Kurz gefasst richtet sich die Kritik gegen die „unsichtbare Hand“ und setzt dem gleichsam Stirn und Faust der besserwissenden Experten entgegen.

Strohmänner & Mythos der Machbarkeit

Es ist schon ein wenig amüsant, dass ein Liberaler der illiberalen Anmaßung von Wissen in die Falle geht, der antiken Vorstellung einer klugen und guten Herrschaft wohlmeinender Aristokraten und Besserwisser anhängt. Der Altphilologe Rüstow konnte die Arbeiten Hayeks ab 1945 (The Use of Knowledge in Society) über die Entstehung von Wissen nicht vorwegnehmen, irrte indes unter dem Eindruck seiner Zeit gleich mehrfach.

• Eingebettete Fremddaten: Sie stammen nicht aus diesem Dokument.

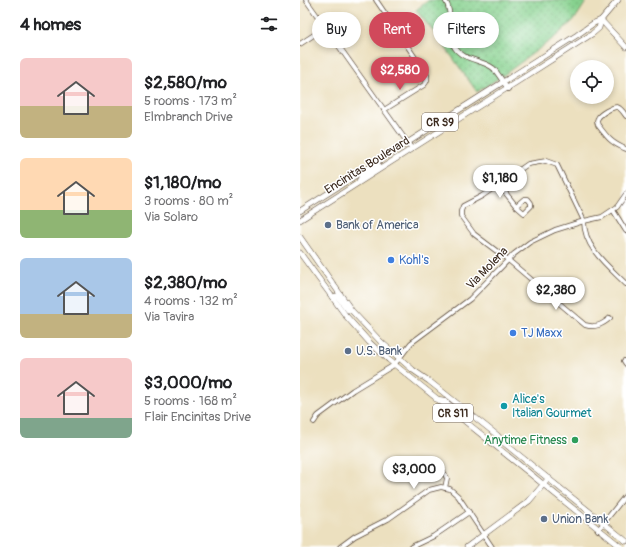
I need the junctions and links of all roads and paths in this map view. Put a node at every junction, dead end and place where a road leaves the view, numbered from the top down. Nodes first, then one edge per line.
1 (306, 0) edge
2 (376, 0) edge
3 (445, 0) edge
4 (618, 0) edge
5 (315, 12) edge
6 (601, 20) junction
7 (312, 36) edge
8 (300, 44) edge
9 (626, 47) edge
10 (341, 48) edge
11 (503, 82) junction
12 (508, 89) junction
13 (384, 110) junction
14 (626, 116) edge
15 (407, 142) junction
16 (412, 149) junction
17 (626, 149) edge
18 (377, 162) junction
19 (502, 182) junction
20 (356, 184) junction
21 (626, 194) edge
22 (516, 206) dead end
23 (613, 210) junction
24 (300, 211) edge
25 (300, 220) edge
26 (584, 221) junction
27 (626, 231) edge
28 (300, 237) edge
29 (300, 253) edge
30 (507, 259) junction
31 (626, 284) edge
32 (332, 297) junction
33 (352, 310) junction
34 (610, 318) dead end
35 (353, 324) junction
36 (386, 346) junction
37 (400, 358) junction
38 (394, 365) junction
39 (436, 399) junction
40 (470, 414) junction
41 (314, 422) dead end
42 (439, 465) dead end
43 (549, 478) junction
44 (543, 485) junction
45 (445, 488) junction
46 (626, 496) edge
47 (469, 512) junction
48 (604, 524) junction
49 (598, 530) junction
50 (484, 535) junction
51 (626, 541) edge
52 (340, 547) edge
53 (411, 547) edge
54 (466, 547) edge
55 (492, 547) edge
56 (621, 547) edge

1 - 5 street
2 - 13 street
3 - 11 street
4 - 6 main road, Encinitas Boulevard / CR S9
6 - 9 main road
6 - 11 main road, Encinitas Boulevard / CR S9
6 - 12 main road, Encinitas Boulevard / CR S9
7 - 8 street
10 - 13 street
11 - 12 street
11 - 15 main road, Encinitas Boulevard / CR S9
12 - 16 main road, Encinitas Boulevard / CR S9
13 - 15 street
14 - 17 street
15 - 16 street
15 - 18 main road, Encinitas Boulevard / CR S9
16 - 20 main road, Encinitas Boulevard / CR S9
18 - 20 main road
18 - 24 main road, Encinitas Boulevard / CR S9
19 - 22 street
19 - 26 street
19 - 30 street
20 - 25 main road, Encinitas Boulevard / CR S9
21 - 23 street, Via Molena
23 - 26 street, Via Molena
23 - 27 street
26 - 30 street, Via Molena
26 - 31 street
28 - 33 main road, CR S11
29 - 32 main road, CR S11
30 - 34 street
30 - 37 street, Via Molena
32 - 33 main road
32 - 35 main road, CR S11
33 - 36 main road, CR S11
35 - 36 main road
35 - 38 main road, CR S11
36 - 37 main road, CR S11
37 - 38 street, Via Molena
37 - 40 main road, CR S11
38 - 39 main road, CR S11
38 - 41 street, Via Molena
39 - 40 main road
39 - 44 main road, CR S11
40 - 43 main road, CR S11
42 - 45 street
43 - 44 main road
43 - 48 main road, CR S11
44 - 49 main road, CR S11
44 - 50 main road
45 - 47 street
45 - 52 street
46 - 48 street
47 - 50 street
47 - 53 street
48 - 49 street
48 - 51 main road, CR S11
49 - 56 main road, CR S11
50 - 54 main road
50 - 55 street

Die Vorwürfe richteten sich gegen eine Welt, die nicht existierte und noch heute gegen Strohmänner, die erst die Kritiker selbst geschaffen haben.

Zu den Thesen Rüstows:

  1. Der Vorwurf der Gesetzesfreiheit geht ins Leere. Schon Adam Smith betonte: „Durch Recht und Staat blühen all die verschiedenen Tätigkeiten“. Die Herrschaft des Rechts (Rule of law) bildet gerade für klassische Liberale von Adam Smith über Ludwig von Mises bis Friedrich August von Hayek die Voraussetzung für ein Ordnung der Freiheit. Erst eine Verfassung der Freiheit vermag das Recht des Stärkeren durch die Stärke des Rechts abzulösen. Eben dieser intellektuelle Freiheitskampf gegen die Herrscher in wechselnden Gewändern, ob als Fürsten, rote und braune Diktatoren, ob als wohlfahrtsstaatliche Volksvertreter und Bürokraten, die von den Neoliberalen selbst vehement kritisiert wurden, währt seit der Aufklärung.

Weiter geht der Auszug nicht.